Evangelizing Machine Learning at Gilt

Gilt VP Personalization Erik Lumer kicked things off in this vein in January by presenting a talk for NYC Machine Learning–the huge machine learning-oriented meetup group co-organized by InfluxDB CEO Paul Dix and Palantir engineer Max Kesin. In May, Lead Software Engineer Will Chiong presented a talk for the Full-Stack Engineering meetup on how we analyze customer behavior data to make recommendations. In August, Gilt Tech’s Dublin team hosted a free Machine Learning course taught by University College Dublin professor/expert Padraig Cunningham. We also expanded our personalization team by several members–adding our first machine learning specialist and several engineers. – Lauri Apple

Spotify’s “Top Tracks in Your Network”


Earlier this month Spotify released Top Tracks in Your Network–a new feature that enables you to learn which specific songs are most popular with your friends. Using algorithmic magic, Spotify generates a “Billboard Hot 100” just for you, based on the songs your friends listen to most, and most often.

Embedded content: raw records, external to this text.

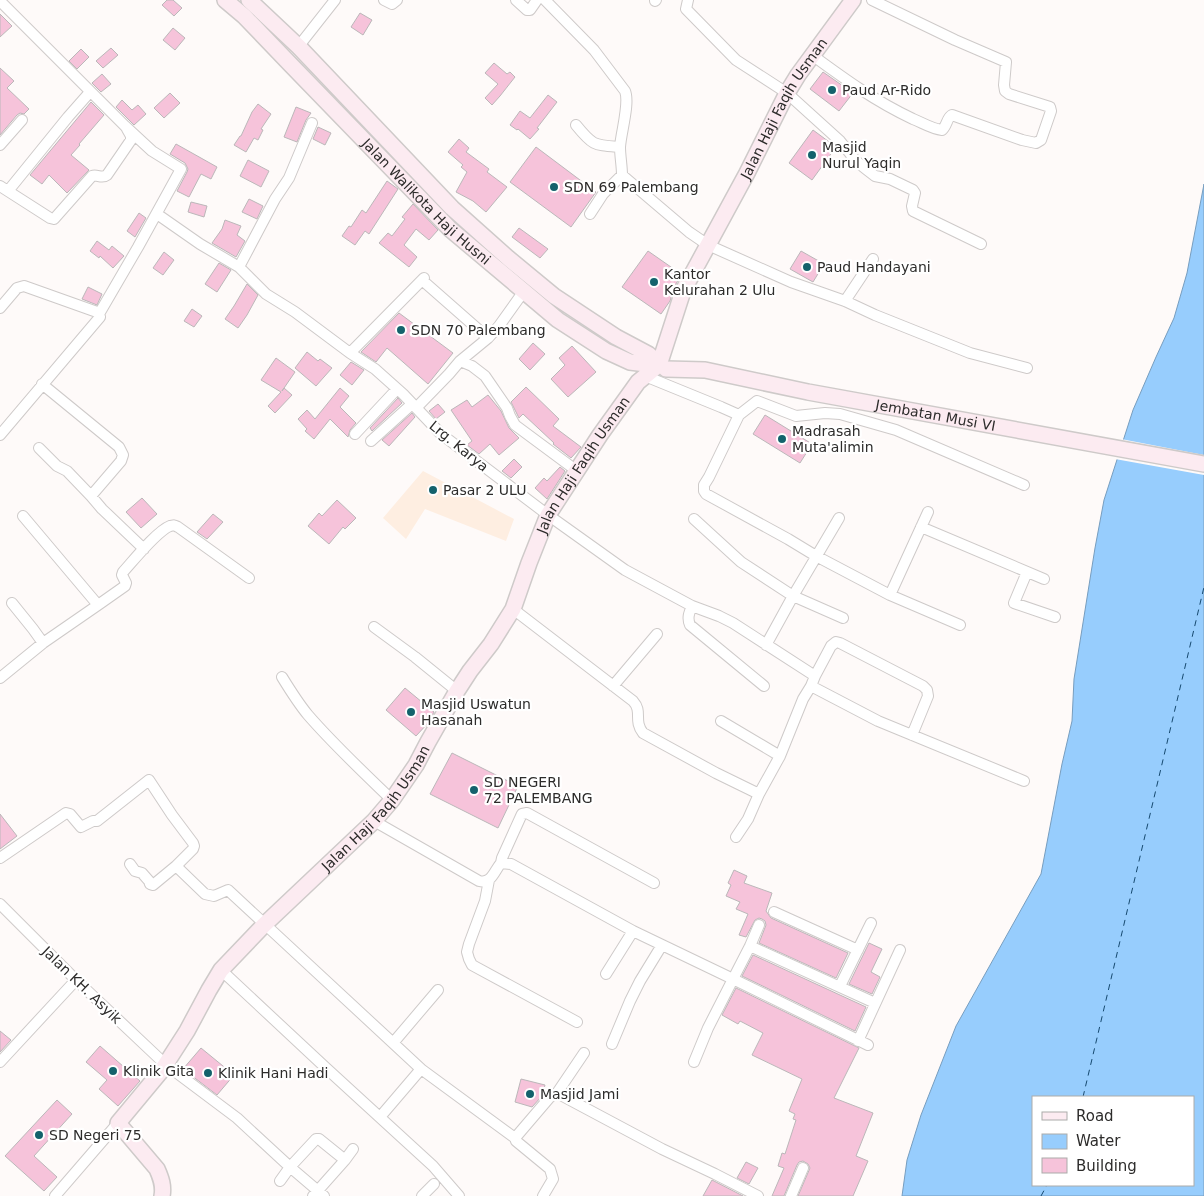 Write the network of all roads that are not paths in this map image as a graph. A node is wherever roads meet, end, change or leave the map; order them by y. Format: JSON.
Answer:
{"nodes":[{"id":1,"x":225,"y":0,"type":"edge"},
{"id":2,"x":334,"y":0,"type":"edge"},
{"id":3,"x":384,"y":0,"type":"edge"},
{"id":4,"x":397,"y":0,"type":"edge"},
{"id":5,"x":516,"y":0,"type":"edge"},
{"id":6,"x":537,"y":0,"type":"edge"},
{"id":7,"x":545,"y":0,"type":"edge"},
{"id":8,"x":688,"y":0,"type":"edge"},
{"id":9,"x":853,"y":0,"type":"edge"},
{"id":10,"x":872,"y":0,"type":"edge"},
{"id":11,"x":0,"y":1,"type":"edge"},
{"id":12,"x":251,"y":5,"type":"edge"},
{"id":13,"x":298,"y":47,"type":"junction"},
{"id":14,"x":812,"y":55,"type":"junction"},
{"id":15,"x":90,"y":92,"type":"junction"},
{"id":16,"x":787,"y":93,"type":"junction"},
{"id":17,"x":22,"y":120,"type":"dead end"},
{"id":18,"x":312,"y":123,"type":"dead end"},
{"id":19,"x":576,"y":125,"type":"dead end"},
{"id":20,"x":125,"y":126,"type":"junction"},
{"id":21,"x":0,"y":144,"type":"edge"},
{"id":22,"x":620,"y":147,"type":"junction"},
{"id":23,"x":622,"y":175,"type":"junction"},
{"id":24,"x":4,"y":189,"type":"edge"},
{"id":25,"x":157,"y":214,"type":"junction"},
{"id":26,"x":590,"y":214,"type":"dead end"},
{"id":27,"x":981,"y":244,"type":"dead end"},
{"id":28,"x":708,"y":245,"type":"junction"},
{"id":29,"x":873,"y":258,"type":"dead end"},
{"id":30,"x":239,"y":267,"type":"junction"},
{"id":31,"x":524,"y":291,"type":"junction"},
{"id":32,"x":844,"y":301,"type":"junction"},
{"id":33,"x":0,"y":308,"type":"edge"},
{"id":34,"x":99,"y":314,"type":"junction"},
{"id":35,"x":488,"y":338,"type":"junction"},
{"id":36,"x":350,"y":354,"type":"junction"},
{"id":37,"x":460,"y":361,"type":"junction"},
{"id":38,"x":656,"y":367,"type":"junction"},
{"id":39,"x":1028,"y":368,"type":"dead end"},
{"id":40,"x":42,"y":384,"type":"junction"},
{"id":41,"x":397,"y":389,"type":"junction"},
{"id":42,"x":414,"y":406,"type":"junction"},
{"id":43,"x":739,"y":415,"type":"junction"},
{"id":44,"x":355,"y":434,"type":"dead end"},
{"id":45,"x":0,"y":435,"type":"edge"},
{"id":46,"x":371,"y":441,"type":"dead end"},
{"id":47,"x":39,"y":448,"type":"dead end"},
{"id":48,"x":1204,"y":464,"type":"edge"},
{"id":49,"x":577,"y":471,"type":"junction"},
{"id":50,"x":1024,"y":485,"type":"dead end"},
{"id":51,"x":91,"y":496,"type":"junction"},
{"id":52,"x":928,"y":512,"type":"dead end"},
{"id":53,"x":548,"y":515,"type":"junction"},
{"id":54,"x":22,"y":516,"type":"dead end"},
{"id":55,"x":839,"y":518,"type":"dead end"},
{"id":56,"x":694,"y":520,"type":"dead end"},
{"id":57,"x":921,"y":527,"type":"junction"},
{"id":58,"x":144,"y":549,"type":"junction"},
{"id":59,"x":816,"y":556,"type":"junction"},
{"id":60,"x":1026,"y":572,"type":"junction"},
{"id":61,"x":249,"y":578,"type":"dead end"},
{"id":62,"x":1044,"y":579,"type":"dead end"},
{"id":63,"x":890,"y":595,"type":"junction"},
{"id":64,"x":793,"y":596,"type":"junction"},
{"id":65,"x":12,"y":603,"type":"dead end"},
{"id":66,"x":98,"y":605,"type":"junction"},
{"id":67,"x":692,"y":606,"type":"junction"},
{"id":68,"x":513,"y":609,"type":"junction"},
{"id":69,"x":1055,"y":617,"type":"dead end"},
{"id":70,"x":843,"y":618,"type":"dead end"},
{"id":71,"x":960,"y":625,"type":"dead end"},
{"id":72,"x":374,"y":627,"type":"dead end"},
{"id":73,"x":657,"y":634,"type":"dead end"},
{"id":74,"x":43,"y":643,"type":"junction"},
{"id":75,"x":766,"y":645,"type":"junction"},
{"id":76,"x":282,"y":677,"type":"dead end"},
{"id":77,"x":0,"y":678,"type":"edge"},
{"id":78,"x":813,"y":681,"type":"junction"},
{"id":79,"x":613,"y":686,"type":"junction"},
{"id":80,"x":764,"y":686,"type":"dead end"},
{"id":81,"x":457,"y":691,"type":"junction"},
{"id":82,"x":721,"y":721,"type":"dead end"},
{"id":83,"x":912,"y":735,"type":"junction"},
{"id":84,"x":780,"y":756,"type":"junction"},
{"id":85,"x":1024,"y":781,"type":"dead end"},
{"id":86,"x":759,"y":794,"type":"junction"},
{"id":87,"x":392,"y":800,"type":"junction"},
{"id":88,"x":374,"y":821,"type":"junction"},
{"id":89,"x":736,"y":837,"type":"dead end"},
{"id":90,"x":0,"y":858,"type":"edge"},
{"id":91,"x":501,"y":863,"type":"junction"},
{"id":92,"x":130,"y":864,"type":"dead end"},
{"id":93,"x":176,"y":866,"type":"junction"},
{"id":94,"x":489,"y":880,"type":"junction"},
{"id":95,"x":654,"y":883,"type":"dead end"},
{"id":96,"x":0,"y":904,"type":"edge"},
{"id":97,"x":774,"y":912,"type":"dead end"},
{"id":98,"x":871,"y":923,"type":"dead end"},
{"id":99,"x":264,"y":925,"type":"junction"},
{"id":100,"x":759,"y":925,"type":"dead end"},
{"id":101,"x":633,"y":931,"type":"junction"},
{"id":102,"x":662,"y":945,"type":"junction"},
{"id":103,"x":750,"y":946,"type":"junction"},
{"id":104,"x":858,"y":950,"type":"junction"},
{"id":105,"x":900,"y":950,"type":"dead end"},
{"id":106,"x":220,"y":972,"type":"junction"},
{"id":107,"x":606,"y":974,"type":"dead end"},
{"id":108,"x":732,"y":979,"type":"junction"},
{"id":109,"x":76,"y":980,"type":"junction"},
{"id":110,"x":840,"y":986,"type":"junction"},
{"id":111,"x":438,"y":990,"type":"dead end"},
{"id":112,"x":875,"y":1003,"type":"junction"},
{"id":113,"x":577,"y":1022,"type":"dead end"},
{"id":114,"x":393,"y":1043,"type":"junction"},
{"id":115,"x":612,"y":1044,"type":"dead end"},
{"id":116,"x":584,"y":1053,"type":"dead end"},
{"id":117,"x":0,"y":1062,"type":"edge"},
{"id":118,"x":694,"y":1062,"type":"dead end"},
{"id":119,"x":165,"y":1064,"type":"junction"},
{"id":120,"x":420,"y":1069,"type":"junction"},
{"id":121,"x":557,"y":1093,"type":"junction"},
{"id":122,"x":380,"y":1117,"type":"junction"},
{"id":123,"x":118,"y":1123,"type":"junction"},
{"id":124,"x":514,"y":1138,"type":"junction"},
{"id":125,"x":353,"y":1149,"type":"dead end"},
{"id":126,"x":345,"y":1160,"type":"junction"},
{"id":127,"x":290,"y":1167,"type":"junction"},
{"id":128,"x":803,"y":1168,"type":"dead end"},
{"id":129,"x":280,"y":1181,"type":"dead end"},
{"id":130,"x":434,"y":1184,"type":"dead end"},
{"id":131,"x":319,"y":1194,"type":"edge"},
{"id":132,"x":55,"y":1196,"type":"edge"},
{"id":133,"x":162,"y":1196,"type":"edge"},
{"id":134,"x":422,"y":1196,"type":"edge"},
{"id":135,"x":459,"y":1196,"type":"edge"},
{"id":136,"x":542,"y":1196,"type":"edge"},
{"id":137,"x":758,"y":1196,"type":"edge"},
{"id":138,"x":791,"y":1196,"type":"edge"}],
"edges":[{"from":1,"to":12,"type":"street","name":"Jalan Walikota Haji Husni"},
{"from":2,"to":13,"type":"street"},
{"from":3,"to":4,"type":"street"},
{"from":5,"to":6,"type":"street"},
{"from":7,"to":22,"type":"street"},
{"from":8,"to":16,"type":"street"},
{"from":9,"to":14,"type":"street","name":"Jalan Haji Faqih Usman"},
{"from":10,"to":14,"type":"street"},
{"from":11,"to":15,"type":"street"},
{"from":12,"to":13,"type":"street","name":"Jalan Walikota Haji Husni"},
{"from":12,"to":31,"type":"street","name":"Jalan Walikota Haji Husni"},
{"from":13,"to":38,"type":"street","name":"Jalan Walikota Haji Husni"},
{"from":14,"to":16,"type":"street","name":"Jalan Haji Faqih Usman"},
{"from":15,"to":20,"type":"street"},
{"from":15,"to":24,"type":"street"},
{"from":16,"to":27,"type":"street"},
{"from":16,"to":28,"type":"street","name":"Jalan Haji Faqih Usman"},
{"from":17,"to":21,"type":"street"},
{"from":18,"to":30,"type":"street"},
{"from":19,"to":22,"type":"street"},
{"from":20,"to":24,"type":"street"},
{"from":20,"to":25,"type":"street"},
{"from":22,"to":23,"type":"street"},
{"from":23,"to":26,"type":"street"},
{"from":23,"to":28,"type":"street"},
{"from":25,"to":30,"type":"street","name":"Lrg. Karya"},
{"from":25,"to":34,"type":"street"},
{"from":28,"to":32,"type":"street"},
{"from":28,"to":38,"type":"street","name":"Jalan Haji Faqih Usman"},
{"from":29,"to":32,"type":"street"},
{"from":30,"to":36,"type":"street","name":"Lrg. Karya"},
{"from":31,"to":35,"type":"street"},
{"from":31,"to":38,"type":"street","name":"Jalan Walikota Haji Husni"},
{"from":32,"to":39,"type":"street"},
{"from":33,"to":34,"type":"street"},
{"from":34,"to":40,"type":"street"},
{"from":35,"to":36,"type":"street"},
{"from":35,"to":37,"type":"street"},
{"from":36,"to":41,"type":"street","name":"Lrg. Karya"},
{"from":37,"to":42,"type":"street"},
{"from":37,"to":49,"type":"street"},
{"from":38,"to":43,"type":"street"},
{"from":38,"to":48,"type":"street","name":"Jembatan Musi VI"},
{"from":38,"to":49,"type":"street","name":"Jalan Haji Faqih Usman"},
{"from":40,"to":45,"type":"street"},
{"from":40,"to":51,"type":"street"},
{"from":41,"to":42,"type":"street","name":"Lrg. Karya"},
{"from":41,"to":44,"type":"street"},
{"from":42,"to":46,"type":"street"},
{"from":42,"to":53,"type":"street","name":"Lrg. Karya"},
{"from":43,"to":50,"type":"street"},
{"from":43,"to":59,"type":"street"},
{"from":47,"to":51,"type":"street"},
{"from":49,"to":53,"type":"street","name":"Jalan Haji Faqih Usman"},
{"from":51,"to":58,"type":"street"},
{"from":52,"to":57,"type":"street"},
{"from":53,"to":67,"type":"street","name":"Lrg. Karya"},
{"from":53,"to":68,"type":"street","name":"Jalan Haji Faqih Usman"},
{"from":54,"to":66,"type":"street"},
{"from":55,"to":59,"type":"street"},
{"from":56,"to":64,"type":"street"},
{"from":57,"to":60,"type":"street"},
{"from":57,"to":63,"type":"street"},
{"from":58,"to":61,"type":"street"},
{"from":58,"to":66,"type":"street"},
{"from":59,"to":63,"type":"street"},
{"from":59,"to":64,"type":"street"},
{"from":60,"to":62,"type":"street"},
{"from":60,"to":69,"type":"street"},
{"from":63,"to":71,"type":"street"},
{"from":64,"to":70,"type":"street"},
{"from":64,"to":75,"type":"street"},
{"from":65,"to":74,"type":"street"},
{"from":66,"to":74,"type":"street"},
{"from":67,"to":75,"type":"street","name":"Lrg. Karya"},
{"from":67,"to":80,"type":"street"},
{"from":68,"to":79,"type":"street"},
{"from":68,"to":81,"type":"street","name":"Jalan Haji Faqih Usman"},
{"from":72,"to":81,"type":"street"},
{"from":73,"to":79,"type":"street"},
{"from":74,"to":77,"type":"street"},
{"from":75,"to":78,"type":"street","name":"Lrg. Karya"},
{"from":76,"to":87,"type":"street"},
{"from":78,"to":83,"type":"street","name":"Lrg. Karya"},
{"from":78,"to":83,"type":"street"},
{"from":78,"to":84,"type":"street"},
{"from":79,"to":86,"type":"street"},
{"from":81,"to":87,"type":"street","name":"Jalan Haji Faqih Usman"},
{"from":82,"to":84,"type":"street"},
{"from":83,"to":85,"type":"street","name":"Lrg. Karya"},
{"from":84,"to":86,"type":"street"},
{"from":86,"to":89,"type":"street"},
{"from":87,"to":88,"type":"street","name":"Jalan Haji Faqih Usman"},
{"from":88,"to":94,"type":"street"},
{"from":88,"to":99,"type":"street","name":"Jalan Haji Faqih Usman"},
{"from":90,"to":93,"type":"street"},
{"from":91,"to":94,"type":"street"},
{"from":91,"to":95,"type":"street"},
{"from":91,"to":101,"type":"street"},
{"from":92,"to":93,"type":"street"},
{"from":93,"to":99,"type":"street"},
{"from":94,"to":113,"type":"street"},
{"from":96,"to":109,"type":"street","name":"Jalan KH. Asyik"},
{"from":97,"to":104,"type":"street"},
{"from":98,"to":104,"type":"street"},
{"from":99,"to":106,"type":"street","name":"Jalan Haji Faqih Usman"},
{"from":99,"to":114,"type":"street"},
{"from":100,"to":103,"type":"street"},
{"from":101,"to":102,"type":"street"},
{"from":101,"to":107,"type":"street"},
{"from":102,"to":108,"type":"street"},
{"from":102,"to":115,"type":"street"},
{"from":103,"to":108,"type":"street"},
{"from":103,"to":110,"type":"street"},
{"from":104,"to":110,"type":"street"},
{"from":105,"to":112,"type":"street"},
{"from":106,"to":119,"type":"street","name":"Jalan Haji Faqih Usman"},
{"from":106,"to":122,"type":"street"},
{"from":108,"to":112,"type":"street"},
{"from":108,"to":118,"type":"street"},
{"from":109,"to":117,"type":"street"},
{"from":109,"to":119,"type":"street","name":"Jalan KH. Asyik"},
{"from":110,"to":112,"type":"street"},
{"from":111,"to":114,"type":"street"},
{"from":114,"to":120,"type":"street"},
{"from":116,"to":121,"type":"street"},
{"from":119,"to":123,"type":"street","name":"Jalan Haji Faqih Usman"},
{"from":119,"to":127,"type":"street","name":"Jalan KH. Asyik"},
{"from":120,"to":122,"type":"street"},
{"from":120,"to":124,"type":"street"},
{"from":121,"to":124,"type":"street"},
{"from":121,"to":137,"type":"street"},
{"from":122,"to":135,"type":"street"},
{"from":123,"to":132,"type":"street"},
{"from":123,"to":133,"type":"street"},
{"from":124,"to":136,"type":"street"},
{"from":125,"to":126,"type":"street"},
{"from":126,"to":127,"type":"street"},
{"from":126,"to":131,"type":"street"},
{"from":127,"to":129,"type":"street"},
{"from":127,"to":131,"type":"street","name":"Jalan KH. Asyik"},
{"from":128,"to":138,"type":"street"},
{"from":130,"to":134,"type":"street"}]}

This feature will be particular ideal for anyone whose friends are open to discovering new music and/or have great taste, and through its inherent trend-revealing nature will also help you to better create appropriate playlists for your upcoming parties (assuming your friends on Facebook are the same people as your real-life friends, and not just a bunch of strangers you have randomly chosen to follow). – Lauri Apple

Deep Learning


Image from Deep Learning’s Twitter page

If you’ve followed machine learning news from this past year, you’ve no doubt heard of “deep learning.” Large tech companies like Google and Facebook are getting better than ever at detecting our faces in photos and recognizing voice commands, and the secret to these gains all stem from deep learning. Until this year, applying methods from deep learning has generally required expert-level knowledge in the subject. However, the developers from Skymind, a business intelligence and enterprise software firm based in San Francisco, have been working to simplify DL and make it more accessible by releasing Deeplearning4j: an open source framework written in Java. If you’re looking to experiment with the bleeding edge of machine learning, make sure to keep an eye on this project. –Scott Thompson

We Started Using Clojure (a Bit)


Gilt is primarily a Scala shop, but that doesn’t mean we’ve “clojed” the door to other languages. This year members of our personalization and mobile teams spent some time delving deeper into Clojure–forming a study group, checking out Clojure Koans and other online learning resources, and even releasing an open source project: Senior Software Engineer Matt Isaacs’ Gilt Chrome extension, written in ClojureScript. On the general functional programming side of things, Software Engineer Scott Thompson’s tips for boosting productivity with Lisp got the attention of Planet Clojure. And in August, our NYC office had the great pleasure to host a talk by David Nolen on immutability and the Clojure stack. – Lauri Apple

Hadoop 2.0 (YARN) Release

Hadoop’s long-awaited new resource manager holds the promise of allowing a much more diverse set of tasks on the platform–especially useful for managing diverse types of tasks on the same cluster. –Lauri Apple

Lead Software Engineer Brian Ballantine also had a few favorite items to share, but didn’t have time to write blurbs about them because he has twin babies:

  • 1.0.0 release and rename/rebranding of Stream-Framework, an open source project by Thierry Schellenbach that enables you to build newsfeed and notification systems using Cassandra and/or Redis
  • Cognitech’s 2014 “state of Clojure and ClojureScript” survey showed that Clojure’s getting more and more popular.